Dataset entries

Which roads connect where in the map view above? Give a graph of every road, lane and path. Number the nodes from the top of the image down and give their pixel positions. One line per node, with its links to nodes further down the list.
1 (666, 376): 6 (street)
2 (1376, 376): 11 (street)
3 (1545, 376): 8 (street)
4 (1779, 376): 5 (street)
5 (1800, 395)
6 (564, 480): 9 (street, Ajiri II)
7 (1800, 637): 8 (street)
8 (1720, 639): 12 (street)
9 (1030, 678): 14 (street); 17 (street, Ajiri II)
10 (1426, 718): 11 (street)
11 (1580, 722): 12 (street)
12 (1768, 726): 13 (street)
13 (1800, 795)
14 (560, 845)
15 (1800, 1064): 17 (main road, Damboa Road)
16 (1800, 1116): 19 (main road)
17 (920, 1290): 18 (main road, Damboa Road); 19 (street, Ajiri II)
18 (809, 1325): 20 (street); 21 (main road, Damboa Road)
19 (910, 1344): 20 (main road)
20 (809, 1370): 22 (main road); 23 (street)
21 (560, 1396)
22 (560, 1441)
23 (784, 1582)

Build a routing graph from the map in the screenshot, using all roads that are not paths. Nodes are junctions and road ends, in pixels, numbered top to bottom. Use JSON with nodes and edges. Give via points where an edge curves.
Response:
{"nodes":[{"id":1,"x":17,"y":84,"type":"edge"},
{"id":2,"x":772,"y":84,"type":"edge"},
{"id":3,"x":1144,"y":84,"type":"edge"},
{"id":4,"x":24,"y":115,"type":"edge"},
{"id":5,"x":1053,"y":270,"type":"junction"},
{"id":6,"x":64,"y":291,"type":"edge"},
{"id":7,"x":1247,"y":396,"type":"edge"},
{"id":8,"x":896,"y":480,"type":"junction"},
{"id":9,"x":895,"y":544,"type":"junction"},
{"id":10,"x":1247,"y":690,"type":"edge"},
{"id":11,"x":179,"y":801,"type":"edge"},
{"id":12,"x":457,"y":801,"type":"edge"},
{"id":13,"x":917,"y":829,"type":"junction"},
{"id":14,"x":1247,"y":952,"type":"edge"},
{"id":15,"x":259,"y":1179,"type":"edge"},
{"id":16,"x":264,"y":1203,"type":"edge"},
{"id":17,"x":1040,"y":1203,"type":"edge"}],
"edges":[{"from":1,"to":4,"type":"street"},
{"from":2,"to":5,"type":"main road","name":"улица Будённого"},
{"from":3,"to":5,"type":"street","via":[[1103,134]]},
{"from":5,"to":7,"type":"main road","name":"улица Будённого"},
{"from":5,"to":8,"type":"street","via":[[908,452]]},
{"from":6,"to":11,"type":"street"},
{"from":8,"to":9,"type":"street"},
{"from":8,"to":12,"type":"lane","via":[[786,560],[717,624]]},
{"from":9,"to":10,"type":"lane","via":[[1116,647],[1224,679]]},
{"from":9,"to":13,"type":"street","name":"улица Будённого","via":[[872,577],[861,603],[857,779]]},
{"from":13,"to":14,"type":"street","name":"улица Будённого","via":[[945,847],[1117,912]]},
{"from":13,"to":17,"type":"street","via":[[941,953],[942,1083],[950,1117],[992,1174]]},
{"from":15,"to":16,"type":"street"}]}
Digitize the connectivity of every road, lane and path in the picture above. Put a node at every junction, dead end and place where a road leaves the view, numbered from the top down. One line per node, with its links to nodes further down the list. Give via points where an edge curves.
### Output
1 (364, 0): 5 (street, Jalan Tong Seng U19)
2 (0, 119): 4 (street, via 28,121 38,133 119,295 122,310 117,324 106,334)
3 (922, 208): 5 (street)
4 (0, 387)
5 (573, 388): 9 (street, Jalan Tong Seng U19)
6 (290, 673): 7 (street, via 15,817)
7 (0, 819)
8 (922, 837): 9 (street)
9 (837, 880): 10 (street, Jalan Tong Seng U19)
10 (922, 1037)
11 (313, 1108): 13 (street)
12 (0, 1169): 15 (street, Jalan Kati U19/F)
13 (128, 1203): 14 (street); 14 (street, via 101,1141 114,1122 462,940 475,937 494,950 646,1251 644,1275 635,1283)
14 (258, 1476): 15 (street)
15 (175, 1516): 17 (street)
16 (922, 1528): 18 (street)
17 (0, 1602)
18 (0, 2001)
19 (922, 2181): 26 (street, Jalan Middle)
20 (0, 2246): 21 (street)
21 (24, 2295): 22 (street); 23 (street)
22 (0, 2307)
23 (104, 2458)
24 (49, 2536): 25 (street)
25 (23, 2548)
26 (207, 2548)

◆ What to produce:
Write out the records above again, keeping each one identical to the original.

◆ Problem solution:
Which roads connect where in the map view above? Give a graph of every road, lane and path. Number the nodes from the top of the image down and give their pixel positions. One line per node, with its links to nodes further down the list.
1 (666, 376): 6 (street)
2 (1376, 376): 11 (street)
3 (1545, 376): 8 (street)
4 (1779, 376): 5 (street)
5 (1800, 395)
6 (564, 480): 9 (street, Ajiri II)
7 (1800, 637): 8 (street)
8 (1720, 639): 12 (street)
9 (1030, 678): 14 (street); 17 (street, Ajiri II)
10 (1426, 718): 11 (street)
11 (1580, 722): 12 (street)
12 (1768, 726): 13 (street)
13 (1800, 795)
14 (560, 845)
15 (1800, 1064): 17 (main road, Damboa Road)
16 (1800, 1116): 19 (main road)
17 (920, 1290): 18 (main road, Damboa Road); 19 (street, Ajiri II)
18 (809, 1325): 20 (street); 21 (main road, Damboa Road)
19 (910, 1344): 20 (main road)
20 (809, 1370): 22 (main road); 23 (street)
21 (560, 1396)
22 (560, 1441)
23 (784, 1582)

Build a routing graph from the map in the screenshot, using all roads that are not paths. Nodes are junctions and road ends, in pixels, numbered top to bottom. Use JSON with nodes and edges. Give via points where an edge curves.
Response:
{"nodes":[{"id":1,"x":17,"y":84,"type":"edge"},
{"id":2,"x":772,"y":84,"type":"edge"},
{"id":3,"x":1144,"y":84,"type":"edge"},
{"id":4,"x":24,"y":115,"type":"edge"},
{"id":5,"x":1053,"y":270,"type":"junction"},
{"id":6,"x":64,"y":291,"type":"edge"},
{"id":7,"x":1247,"y":396,"type":"edge"},
{"id":8,"x":896,"y":480,"type":"junction"},
{"id":9,"x":895,"y":544,"type":"junction"},
{"id":10,"x":1247,"y":690,"type":"edge"},
{"id":11,"x":179,"y":801,"type":"edge"},
{"id":12,"x":457,"y":801,"type":"edge"},
{"id":13,"x":917,"y":829,"type":"junction"},
{"id":14,"x":1247,"y":952,"type":"edge"},
{"id":15,"x":259,"y":1179,"type":"edge"},
{"id":16,"x":264,"y":1203,"type":"edge"},
{"id":17,"x":1040,"y":1203,"type":"edge"}],
"edges":[{"from":1,"to":4,"type":"street"},
{"from":2,"to":5,"type":"main road","name":"улица Будённого"},
{"from":3,"to":5,"type":"street","via":[[1103,134]]},
{"from":5,"to":7,"type":"main road","name":"улица Будённого"},
{"from":5,"to":8,"type":"street","via":[[908,452]]},
{"from":6,"to":11,"type":"street"},
{"from":8,"to":9,"type":"street"},
{"from":8,"to":12,"type":"lane","via":[[786,560],[717,624]]},
{"from":9,"to":10,"type":"lane","via":[[1116,647],[1224,679]]},
{"from":9,"to":13,"type":"street","name":"улица Будённого","via":[[872,577],[861,603],[857,779]]},
{"from":13,"to":14,"type":"street","name":"улица Будённого","via":[[945,847],[1117,912]]},
{"from":13,"to":17,"type":"street","via":[[941,953],[942,1083],[950,1117],[992,1174]]},
{"from":15,"to":16,"type":"street"}]}
Digitize the connectivity of every road, lane and path in the picture above. Put a node at every junction, dead end and place where a road leaves the view, numbered from the top down. One line per node, with its links to nodes further down the list. Give via points where an edge curves.
### Output
1 (364, 0): 5 (street, Jalan Tong Seng U19)
2 (0, 119): 4 (street, via 28,121 38,133 119,295 122,310 117,324 106,334)
3 (922, 208): 5 (street)
4 (0, 387)
5 (573, 388): 9 (street, Jalan Tong Seng U19)
6 (290, 673): 7 (street, via 15,817)
7 (0, 819)
8 (922, 837): 9 (street)
9 (837, 880): 10 (street, Jalan Tong Seng U19)
10 (922, 1037)
11 (313, 1108): 13 (street)
12 (0, 1169): 15 (street, Jalan Kati U19/F)
13 (128, 1203): 14 (street); 14 (street, via 101,1141 114,1122 462,940 475,937 494,950 646,1251 644,1275 635,1283)
14 (258, 1476): 15 (street)
15 (175, 1516): 17 (street)
16 (922, 1528): 18 (street)
17 (0, 1602)
18 (0, 2001)
19 (922, 2181): 26 (street, Jalan Middle)
20 (0, 2246): 21 (street)
21 (24, 2295): 22 (street); 23 (street)
22 (0, 2307)
23 (104, 2458)
24 (49, 2536): 25 (street)
25 (23, 2548)
26 (207, 2548)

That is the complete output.